To remove transitive dependency from this table and normalize it into the third normal form, we can decompose the <EmployeeDetail> table into the following two tables:
<EmployeeDetail>
Employee Code | Employee Name | Employee Zipcode |
---|---|---|
101 | John | 110033 |
101 | John | 110044 |
102 | Ryan | 110028 |
103 | Stephanie | 110064 |
<EmployeeLocation>
Employee Zipcode | Employee City |
---|---|
110033 | Model Town |
110044 | Badarpur |
110028 | Naraina |
110064 | Hari Nagar |
Thus, we’ve converted the <EmployeeDetail> table into 3NF by decomposing it into <EmployeeDetail> and <EmployeeLocation> tables as they are in 2NF and they don’t have any transitive dependency.
The 2NF and 3NF impose some extra conditions on dependencies on candidate keys and remove redundancy caused by that. However, there may still exist some dependencies that cause redundancy in the database. These redundancies are removed by a more strict normal form known as BCNF.
Boyce-Codd Normal Form (BCNF)
Boyce-Codd Normal Form(BCNF) is an advanced version of 3NF as it contains additional constraints compared to 3NF.
For a relational table to be in Boyce-Codd normal form, it must satisfy the following rules:
- The table must be in the third normal form.
- For every non-trivial functional dependency X -> Y, X is the superkey of the table. That means X cannot be a non-prime attribute if Y is a prime attribute.
A superkey is a set of one or more attributes that can uniquely identify a row in a database table.
Let us take an example of the following <EmployeeProjectLead> table to understand how to normalize the table to the BCNF:
<EmployeeProjectLead>
Employee Code | Project ID | Project Leader |
---|---|---|
101 | P03 | Grey |
101 | P01 | Christian |
102 | P04 | Hudson |
103 | P02 | Petro |
The above table satisfies all the normal forms till 3NF, but it violates the rules of BCNF because the candidate key of the above table is {Employee Code, Project ID}. For the non-trivial functional dependency, Project Leader -> Project ID, Project ID is a prime attribute but Project Leader is a non-prime attribute. This is not allowed in BCNF.
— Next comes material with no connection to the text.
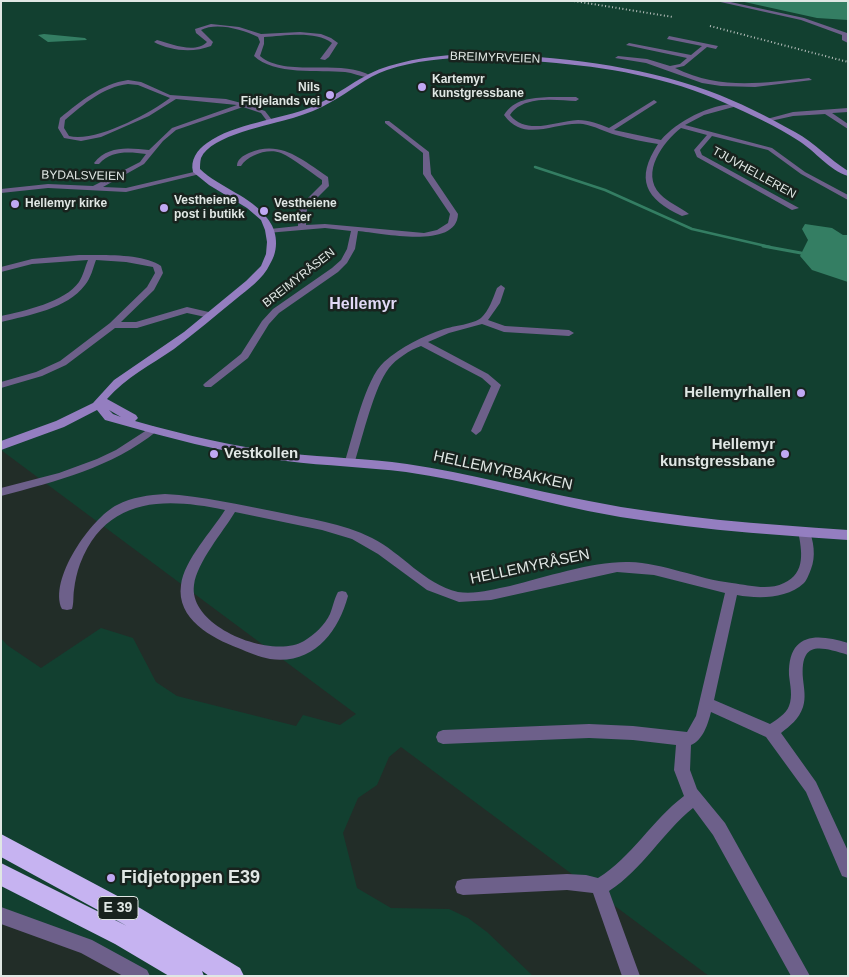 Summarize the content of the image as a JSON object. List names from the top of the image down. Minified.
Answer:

To convert the given table into BCNF, we decompose it into three tables:
<EmployeeProject>
Employee Code | Project ID |
---|---|
101 | P03 |
101 | P01 |
102 | P04 |
103 | P02 |
<ProjectLead>
Project Leader | Project ID |
---|---|
Grey | P03 |
Christian | P01 |
Hudson | P04 |
Petro | P02 |
Thus, we’ve converted the <EmployeeProjectLead> table into BCNF by decomposing it into <EmployeeProject> and <ProjectLead> tables.
Conclusion
- Normal forms are a mechanism to remove redundancy and optimize database storage.
- In 1NF, we check for atomicity of the attributes of a relation.
- In 2NF, we check for partial dependencies in a relation.
- In 3NF, we check for transitive dependencies in a relation.
- In BCNF, we check for the superkeys in LHS of all functional dependencies.